Larhammar has also researched how the appetite-regulating system has emerged in the course of evolution. This led him onto a new track: the inception of colour vision during evolution.
Studies show that colour vision arose just before the vertebrates appeared. Then the entire genome doubled twice and new gene copies came into being.
“That was a decisive step in vertebrate evolution, and certainly explains some of the vertebrates’ successes. The fact that we have a large, advanced nervous system and our extreme mobility thanks to our advanced musculoskeletal system have undoubtedly contributed to the evolutionary successes. Vertebrates were able to seek food very actively, and also evade dangers.”
The next major research challenge is to study the evolution of learning and long-term memory.
“How the memory works is one of the biggest enigmas of science. My group are working to find out when the components of this apparatus arose, by comparing various animal species. We’re also looking for what may be unique for mammals and quadrupeds.”
Larhammar’s route into research was fairly straight. By the time he applied and was admitted to the MSc Pharmacy Programme in the 1970s, he was already set on becoming a biomedical researcher.
As a PhD student researching transplantation antigens, which are involved in the immune system, he was one of the first people to sequence DNA using the new DNA techniques.
“It was a hugely exciting time, when these new methods were coming along and completely revolutionising research. During my postgraduate studies, I also came into contact with neurobiology and realised that the brain’s complicated functions could be studied with the new methods.”
So he switched fields to neurobiology and connected with cutting-edge research as a guest researcher in the US, at a neurobiological institute in La Jolla, San Diego, in the late 1980s. And so his career continued. Today, researchers know much more about the brain, such as the fact that it has many more neurotransmitters and receptors than people believed before the molecular genetics revolution. But much still remains to be explored in mental health, which causes so much sick leave in Sweden.
“There’s massive suffering, often long-term, and a major national economic loss.
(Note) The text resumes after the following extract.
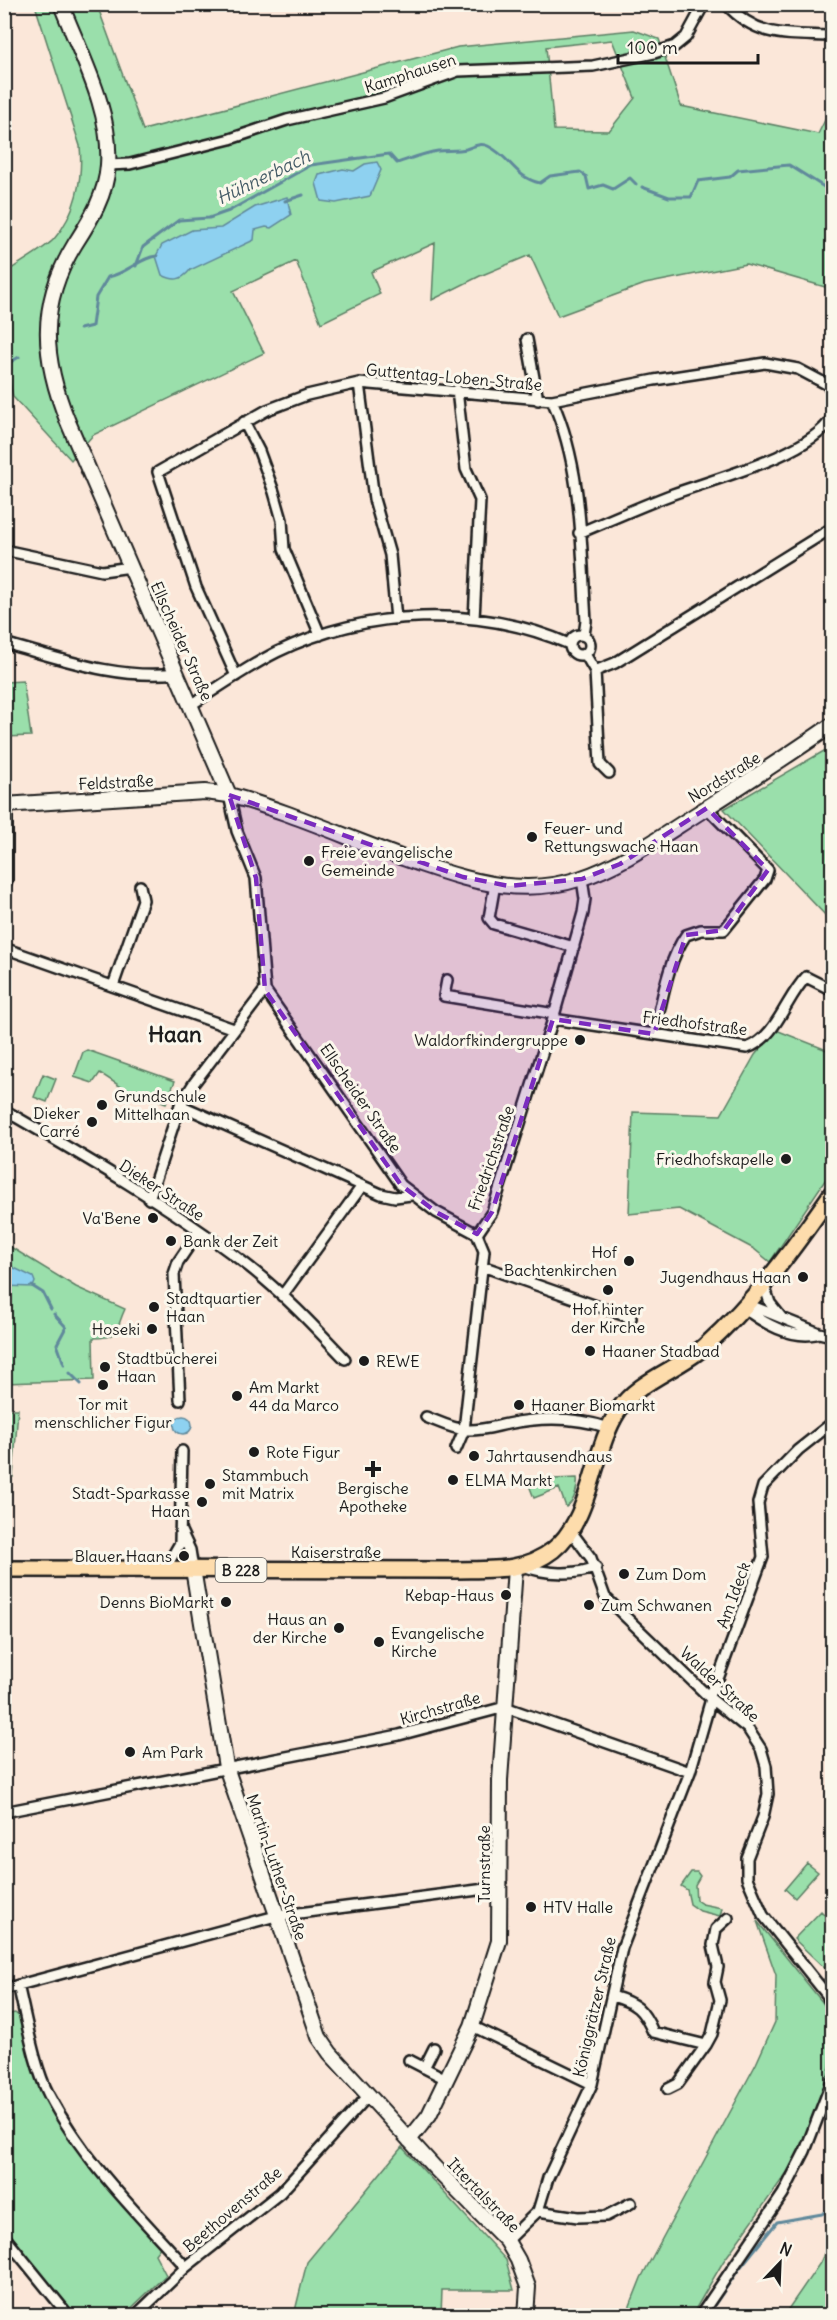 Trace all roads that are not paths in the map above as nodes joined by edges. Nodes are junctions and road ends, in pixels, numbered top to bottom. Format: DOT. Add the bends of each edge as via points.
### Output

Research on the brain is severely underfunded, but boosting our knowledge about it, so as to be able to mitigate the effects of brain diseases, would be a very good investment,” Larhammar says.
Facts: Dan Larhammar
Current news: New chair (and President) of the Royal Swedish Academy of Sciences since 1 July 2018.
Title: Professor of Molecular Cell Biology at Uppsala University’s Department of Neuroscience.
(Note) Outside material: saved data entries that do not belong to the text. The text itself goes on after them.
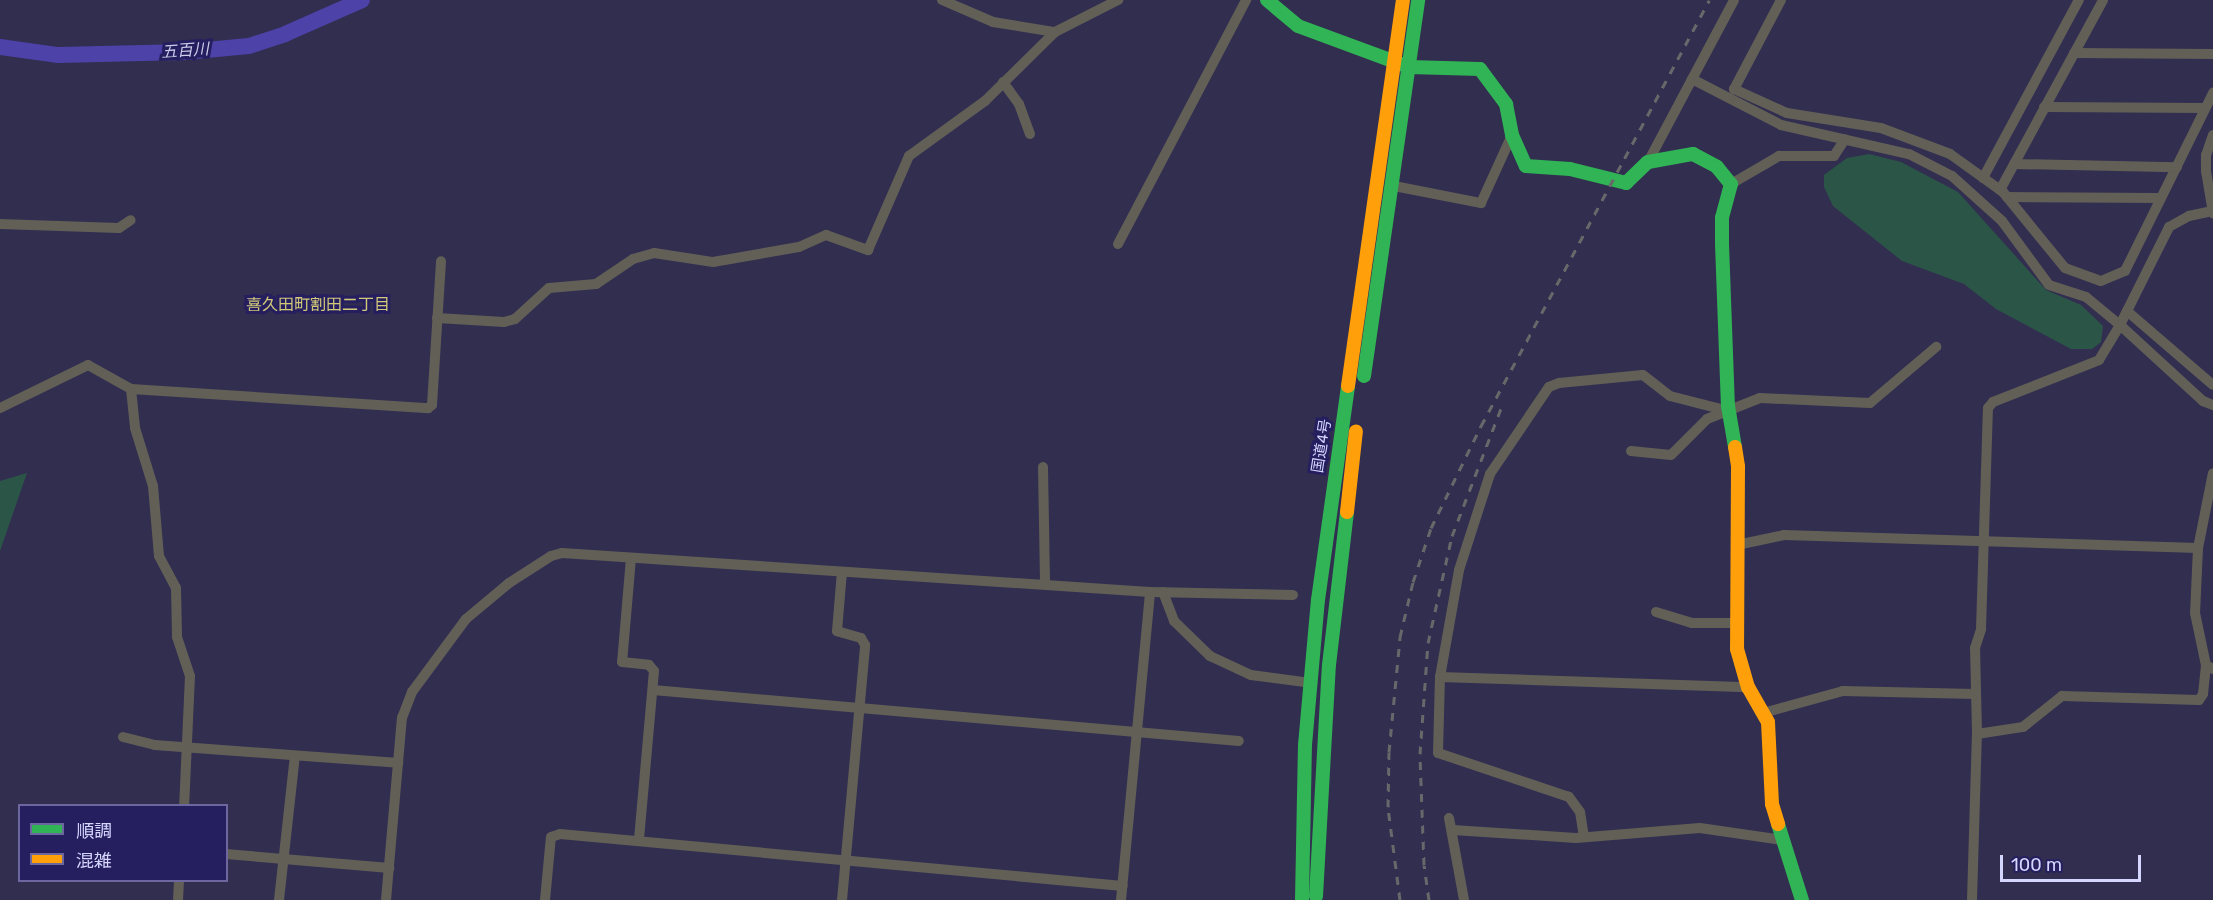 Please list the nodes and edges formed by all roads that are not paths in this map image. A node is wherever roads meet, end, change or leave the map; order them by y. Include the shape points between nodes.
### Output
1 (942, 0) edge
2 (1118, 0) edge
3 (1246, 0) edge
4 (1267, 0) edge
5 (1403, 0) edge
6 (1418, 0) edge
7 (1734, 0) edge
8 (1781, 0) edge
9 (2079, 0) edge
10 (2103, 0) edge
11 (1055, 32) junction
12 (2074, 53) junction
13 (2213, 54) edge
14 (1394, 62) junction
15 (1409, 67) junction
16 (1692, 79) junction
17 (1003, 82) junction
18 (2213, 93) edge
19 (1731, 94) junction
20 (2044, 107) junction
21 (2205, 108) junction
22 (1030, 134) dead end
23 (1512, 135) junction
24 (2213, 135) edge
25 (1845, 139) junction
26 (1648, 162) junction
27 (2014, 164) junction
28 (2177, 167) junction
29 (1983, 178) junction
30 (1731, 184) junction
31 (1394, 186) junction
32 (2004, 193) junction
33 (2161, 198) junction
34 (2213, 212) edge
35 (131, 220) dead end
36 (0, 224) edge
37 (1118, 244) dead end
38 (441, 261) dead end
39 (2127, 311) junction
40 (437, 318) junction
41 (2120, 325) junction
42 (1936, 346) dead end
43 (2213, 385) edge
44 (131, 389) junction
45 (2213, 405) edge
46 (0, 408) edge
47 (1729, 411) junction
48 (1631, 451) dead end
49 (1043, 467) dead end
50 (2213, 473) edge
51 (1983, 541) junction
52 (1737, 545) junction
53 (2198, 548) junction
54 (631, 558) junction
55 (842, 572) junction
56 (1045, 584) junction
57 (1150, 592) junction
58 (1163, 592) junction
59 (1293, 595) dead end
60 (1656, 612) dead end
61 (1736, 623) junction
62 (2209, 667) edge
63 (1440, 677) junction
64 (1309, 683) junction
65 (1328, 684) junction
66 (1748, 687) junction
67 (653, 690) junction
68 (1975, 694) junction
69 (860, 709) junction
70 (1762, 712) junction
71 (1138, 732) junction
72 (1977, 734) junction
73 (123, 737) dead end
74 (1239, 741) dead end
75 (186, 746) junction
76 (295, 756) junction
77 (398, 763) junction
78 (184, 804) edge
79 (1449, 818) dead end
80 (1453, 830) junction
81 (1584, 837) junction
82 (639, 840) junction
83 (1782, 840) junction
84 (228, 854) edge
85 (283, 860) junction
86 (846, 860) junction
87 (389, 868) junction
88 (179, 882) edge
89 (1123, 886) junction
90 (178, 900) edge
91 (279, 900) edge
92 (386, 900) edge
93 (545, 900) edge
94 (842, 900) edge
95 (1121, 900) edge
96 (1302, 900) edge
97 (1316, 900) edge
98 (1464, 900) edge
99 (1802, 900) edge
100 (1972, 900) edge

1 - 11 street via 993,22
2 - 11 street
3 - 37 street
4 - 14 main road via 1298,26
5 - 14 main road, 国道4号
6 - 15 main road, 国道4号
7 - 16 street
8 - 19 street
9 - 29 street
10 - 12 street
11 - 17 street
12 - 13 street
12 - 20 street
14 - 15 main road
14 - 64 main road, 国道4号 via 1327,526
15 - 23 main road via 1480,69 1506,104
15 - 31 main road, 国道4号
16 - 19 street
16 - 26 street
17 - 22 street via 1018,104
17 - 40 street via 985,101 909,156 868,250 826,235 799,247 713,262 654,254 633,258 596,284 549,288 515,319 504,322
18 - 21 street
19 - 25 street via 1781,125
19 - 29 street via 1787,113 1904,134 1950,154
20 - 21 street
20 - 27 street
21 - 28 street
23 - 26 main road via 1526,166 1531,168 1570,169 1626,183
23 - 31 street via 1481,203
24 - 34 street via 2206,163
25 - 30 street via 1834,156 1779,156
25 - 41 street via 1909,154 1952,176 2002,221 2049,285 2086,297
26 - 30 main road via 1693,154 1717,167
27 - 28 street
27 - 32 street
28 - 33 street
29 - 32 street
30 - 47 main road via 1722,218
31 - 65 main road, 国道4号 via 1352,461
32 - 33 street
32 - 33 street via 2065,268 2101,281 2125,271
34 - 39 street via 2179,220 2169,227
35 - 36 street via 118,228
38 - 40 street
39 - 41 street
39 - 43 street
40 - 44 street via 432,405 428,408
41 - 45 street via 2203,401
41 - 51 street via 2099,360 1993,402 1988,408
42 - 47 street via 1870,403 1776,396
44 - 46 street via 98,369 81,366
44 - 75 street via 135,428 153,486 159,556 176,588 177,637 190,676
47 - 48 street via 1700,424 1671,455
47 - 52 main road via 1738,467
47 - 63 street via 1670,396 1643,375 1549,387 1490,474 1459,570
49 - 56 street
50 - 53 street
51 - 52 street via 1784,535
51 - 53 street
51 - 68 street
52 - 61 main road
53 - 62 street via 2195,613
54 - 55 street
54 - 67 street via 622,662 652,667
54 - 77 street via 551,556 509,583 466,619 412,692 402,718
55 - 56 street
55 - 69 street via 837,631 861,639 865,645
56 - 57 street
57 - 58 street
57 - 71 street
58 - 59 street
58 - 64 street via 1174,621 1210,656 1251,675
60 - 61 street via 1692,623
61 - 66 main road via 1740,668
62 - 72 street via 2199,700 2062,696 2023,727
63 - 66 street
63 - 81 street via 1438,753 1569,797 1580,812
64 - 65 street
64 - 96 main road, 国道4号
65 - 97 main road, 国道4号
66 - 70 main road
67 - 69 street
67 - 82 street
68 - 70 street via 1843,691
68 - 72 street
69 - 71 street
69 - 86 street
70 - 83 main road via 1772,738 1771,795
71 - 74 street
71 - 89 street
72 - 100 street
73 - 75 street via 155,745
75 - 76 street
75 - 78 street via 189,753
76 - 77 street
76 - 85 street
77 - 87 street
79 - 80 street
80 - 81 street
80 - 98 street
81 - 83 street via 1700,828
82 - 86 street
82 - 93 street via 561,834 552,837
83 - 99 main road
84 - 85 street
85 - 87 street
85 - 91 street
86 - 89 street
86 - 94 street
87 - 92 street
88 - 90 street
89 - 95 street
Career in brief: MSc in Pharmacy, 1980; PhD, 1984. Chair of the Swedish Sceptics’ Association, 1998–2004. Awarded the Ingemar Hedenius Prize by the Humanists Sweden association, 2000. Member of the Royal Swedish Academy of Sciences since 2007. Received the Pharmacist of the Year award from the Swedish Pharmacists’ Association in 2016.
Leisure interests: Travel, photography and listening to music.
Latest book read: “I always have ten books going at once! The last one I read was Hans Rosling’s Hur jag lärde mig förstå världen (‘How I Learned to Understand the World’). I’m now reading Åsa Wikforss’s book Alternativa fakta: om kunskapen och dess fiender (‘Alternative Facts: Knowledge and its Enemies’), while also reading Emma Frans’s book Larmrapporten (‘Scare Story’) on critical thinking.”
What makes you happy? “There’s a lot to choose from. If I really need to perk myself up, I watch Monty Python’s Life of Brian. You won’t feel low when you watch it: that’s for sure.”
What worries you? “When people spread myths and delusions.”
Hidden talent: “I played the clarinet, bass clarinet and alto saxophone for many years – but that was a long time ago.”